Professor Martyn Goulding received the world’s most prestigious neuroscience award for furthering knowledge of how neurons control movement. (Source: Breakfast)

The 2022 Brain Prize has been awarded to a former Hamiltonian for his pioneering spinal cord research.

Salk Institute Professor Martyn Goulding told Breakfast that it was a “nice surprise” to learn about winning the prize in the past several days.

“I feel very honoured as a New Zealander to be able to receive this, because I do still consider myself to be a New Zealander and you can probably hear that in my accent.”

The Brain Prize is an international brain research award that honours scientists who have distinguished themselves by an outstanding contribution to neuroscience.

Goulding said the work which won him the prize, alongside two other researchers, was focused on mapping out the parts of the brain which controlled movement.

“We wanted to look into the spinal cord. We think of it really like the engine room of movement,” he explained.

“So we wanted to look in there and really understand what are the neurons, what are the nerve cells in there, and who do they talk to, in order to generate the movements we use in everyday life?”

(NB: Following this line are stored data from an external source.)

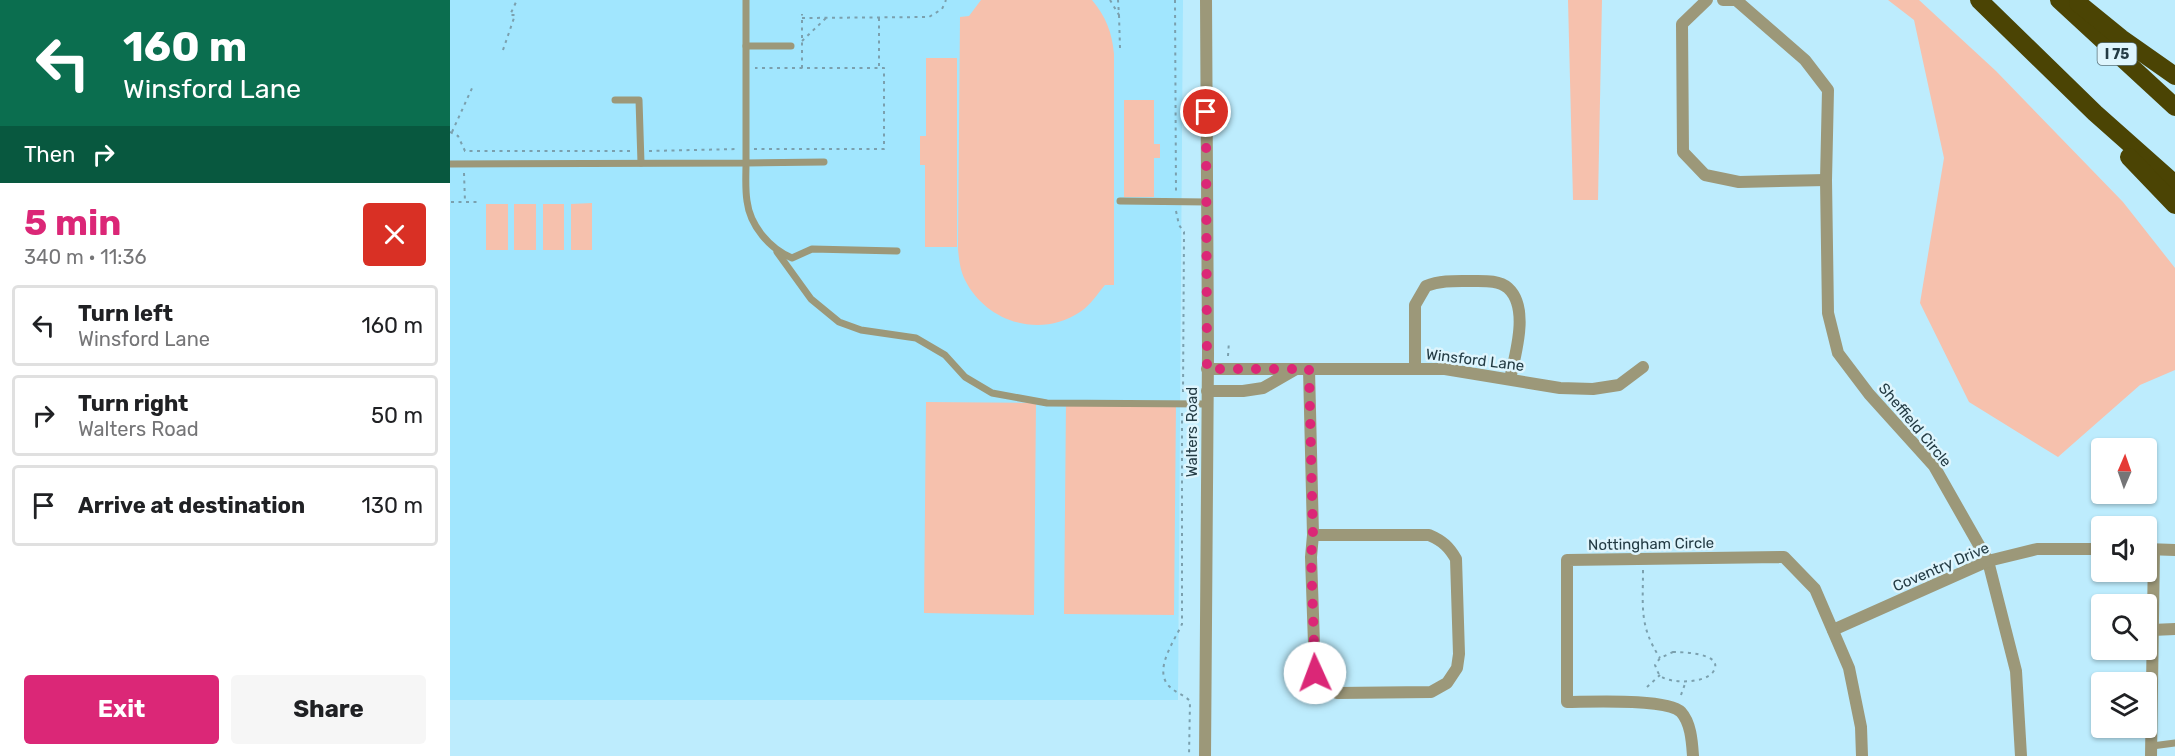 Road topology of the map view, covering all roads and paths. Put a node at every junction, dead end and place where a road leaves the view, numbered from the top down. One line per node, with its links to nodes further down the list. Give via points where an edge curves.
1 (517, 0): 20 (path, via 510,15 516,15)
2 (746, 0): 17 (lane)
3 (946, 0): 15 (path, via 942,9 929,17)
4 (1110, 0): 13 (path)
5 (1118, 0): 13 (path)
6 (1175, 0): 43 (path)
7 (1206, 0): 44 (street, Walters Road)
8 (1707, 0): 37 (street, via 1682,24 1683,152 1705,175 1739,182)
9 (1723, 0): 37 (street, Sheffield Circle, via 1736,0 1805,60 1827,90)
10 (1979, 0): 28 (highway)
11 (2059, 0): 27 (highway, I 75)
12 (2075, 0): 24 (highway)
13 (1119, 15): 19 (path)
14 (826, 18): 15 (path); 16 (path); 16 (path, via 802,16)
15 (879, 18): 23 (path)
16 (802, 41): 22 (path)
17 (746, 46): 18 (lane); 30 (lane)
18 (791, 46)
19 (1120, 48)
20 (503, 50)
21 (755, 68): 22 (path)
22 (802, 68): 23 (path)
23 (879, 68): 30 (path, via 884,68 884,149)
24 (2175, 76)
25 (473, 86): 29 (path)
26 (615, 100): 31 (lane, via 639,100)
27 (2175, 107)
28 (2095, 113): 38 (highway); 45 (highway, via 2119,147)
29 (451, 132): 31 (path, via 458,136 465,151)
30 (745, 149): 31 (path); 34 (lane)
31 (640, 151): 33 (lane)
32 (824, 162): 34 (lane)
33 (641, 163): 34 (lane); 35 (lane)
34 (746, 163): 47 (lane, via 746,201 750,213 759,232)
35 (450, 164)
36 (457, 173): 41 (path, via 464,173)
37 (1826, 180): 63 (street, Sheffield Circle, via 1828,314 1838,353 1934,466)
38 (2175, 184)
39 (451, 201): 41 (path)
40 (1120, 201): 43 (lane)
41 (465, 202): 42 (path)
42 (479, 202)
43 (1176, 202): 44 (lane); 58 (path, via 1179,225 1184,232)
44 (1207, 202): 52 (street, Walters Road)
45 (2175, 205)
46 (897, 251): 47 (lane, via 812,249 792,258)
47 (777, 252): 58 (lane, via 811,299 839,322 861,330 916,338 992,393 1047,403)
48 (1229, 341): 49 (path)
49 (1228, 356)
50 (1643, 367): 55 (street, Winsford Lane, via 1619,385 1593,389)
51 (1415, 368): 54 (street, Winsford Lane); 55 (street, Winsford Lane); 55 (street, via 1415,305 1426,286 1439,281 1492,281 1508,288 1520,318)
52 (1207, 369): 53 (street, Winsford Lane); 56 (street, Walters Road)
53 (1296, 369): 54 (street, Winsford Lane); 56 (street, Winsford Lane, via 1263,388)
54 (1309, 369): 59 (street)
55 (1510, 379)
56 (1207, 391): 57 (street, Walters Road)
57 (1207, 404): 58 (lane); 77 (street, Walters Road)
58 (1182, 405): 76 (path, via 1182,624 1168,649 1164,680 1190,701)
59 (1313, 536): 59 (street, via 1315,673 1323,687 1337,693 1431,692 1447,683 1459,654 1456,559 1449,548 1429,535)
60 (2091, 549): 63 (street, Coventry Drive, via 2037,549)
61 (2157, 549): 62 (street)
62 (2175, 550)
63 (1988, 561): 66 (street, Coventry Drive); 80 (street, Sheffield Circle, via 2016,671)
64 (1643, 567): 68 (path, via 1643,625)
65 (2175, 629): 67 (street)
66 (1833, 630): 78 (street, Nottingham Circle, via 1815,589 1784,557 1567,560 1567,702 1662,703 1680,711 1689,727); 79 (street, Nottingham Circle, via 1850,668)
67 (2157, 630)
68 (1660, 658): 70 (path, via 1656,665); 71 (path, via 1673,652 1687,652 1712,659 1713,672 1703,679)
69 (2152, 660): 75 (street)
70 (1660, 675): 71 (path); 72 (path)
71 (1686, 681): 73 (path)
72 (1647, 687)
73 (1682, 695)
74 (2175, 743): 75 (lane)
75 (2152, 751)
76 (1189, 756)
77 (1205, 756)
78 (1693, 756)
79 (1862, 756)
80 (2021, 756) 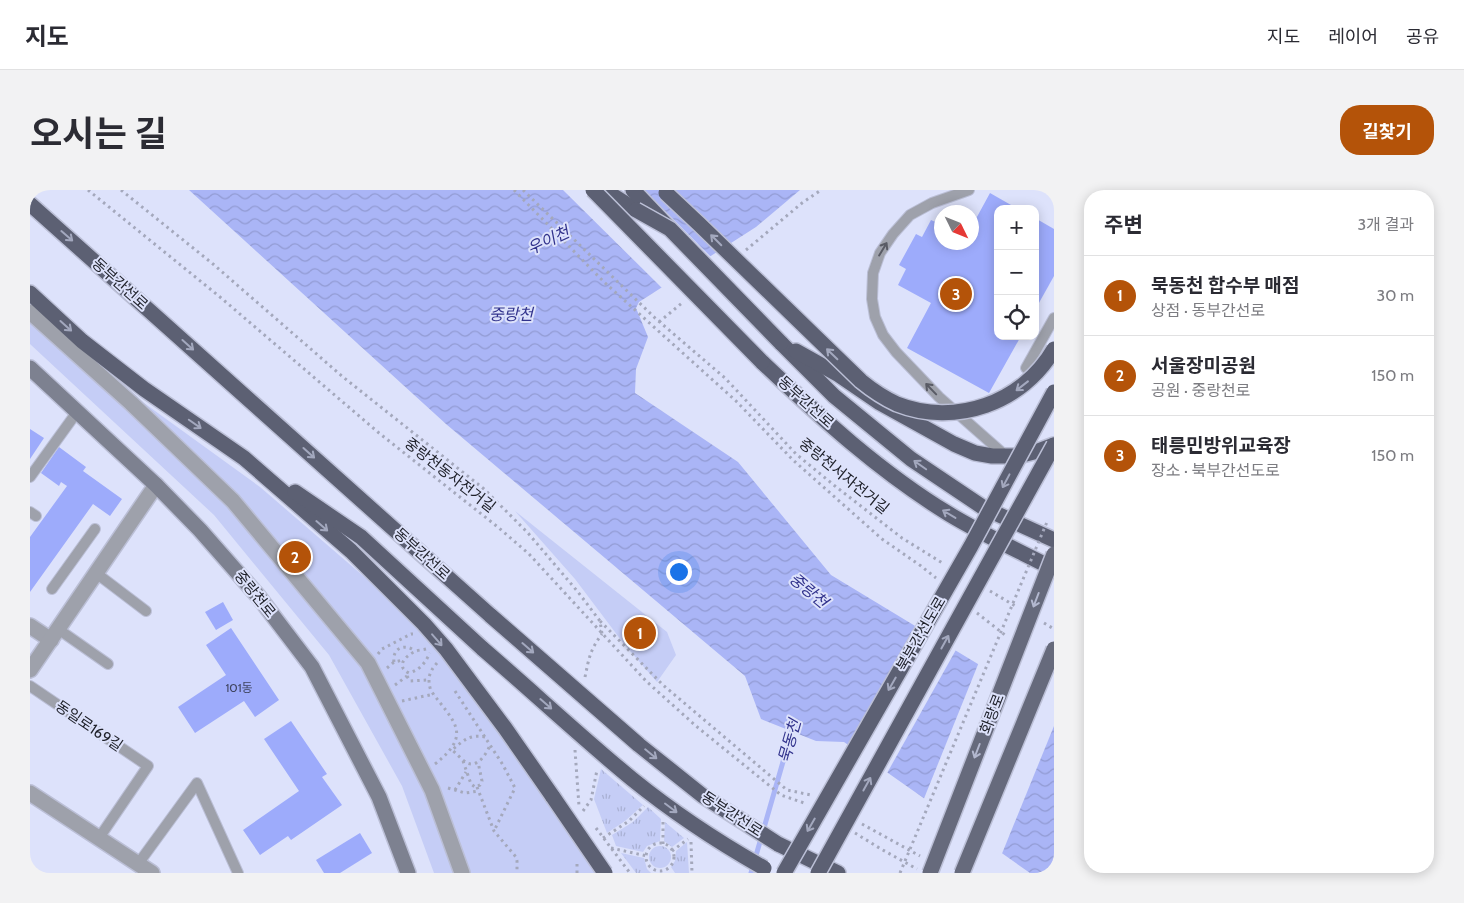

The professor said he and other researchers were able to “generate a set of genetic tools and then deploy those tools” so that they could visualise the nerve cells which control movement.

“The next thing we were able to do was to actually use some other tricks, and go in and turn these nerve cells off and on and then really ask, what happens?”

“How does it change the way we move or how we execute some sort of dexterous behaviour like grasping a ball?

“The idea was if we could understand fundamentally how these networks or how this circuitry was organised, then we can go back and begin to think about strategies, for instance in terms of spinal-cord repair.”

Goulding said the knowledge and techniques would help researchers come up with new treatments or even cures for catastrophic diseases like Parkinson’s or ALS.

The New Zealander shares the prize with Professor Ole Kiehn at the University of Copenhagen and Professor Silvia Arber at the University of Basel.

They will formally receive the award at an event in Copenhagen in May.

Prof Goulding said he wished the best to young New Zealanders who were interested in science and said they could make real discoveries.

“[New Zealanders] kind of think out of the box - and I think we have some unique attributes that we can bring, and there are some questions we can answer from a perspective that maybe others don't have,” he said.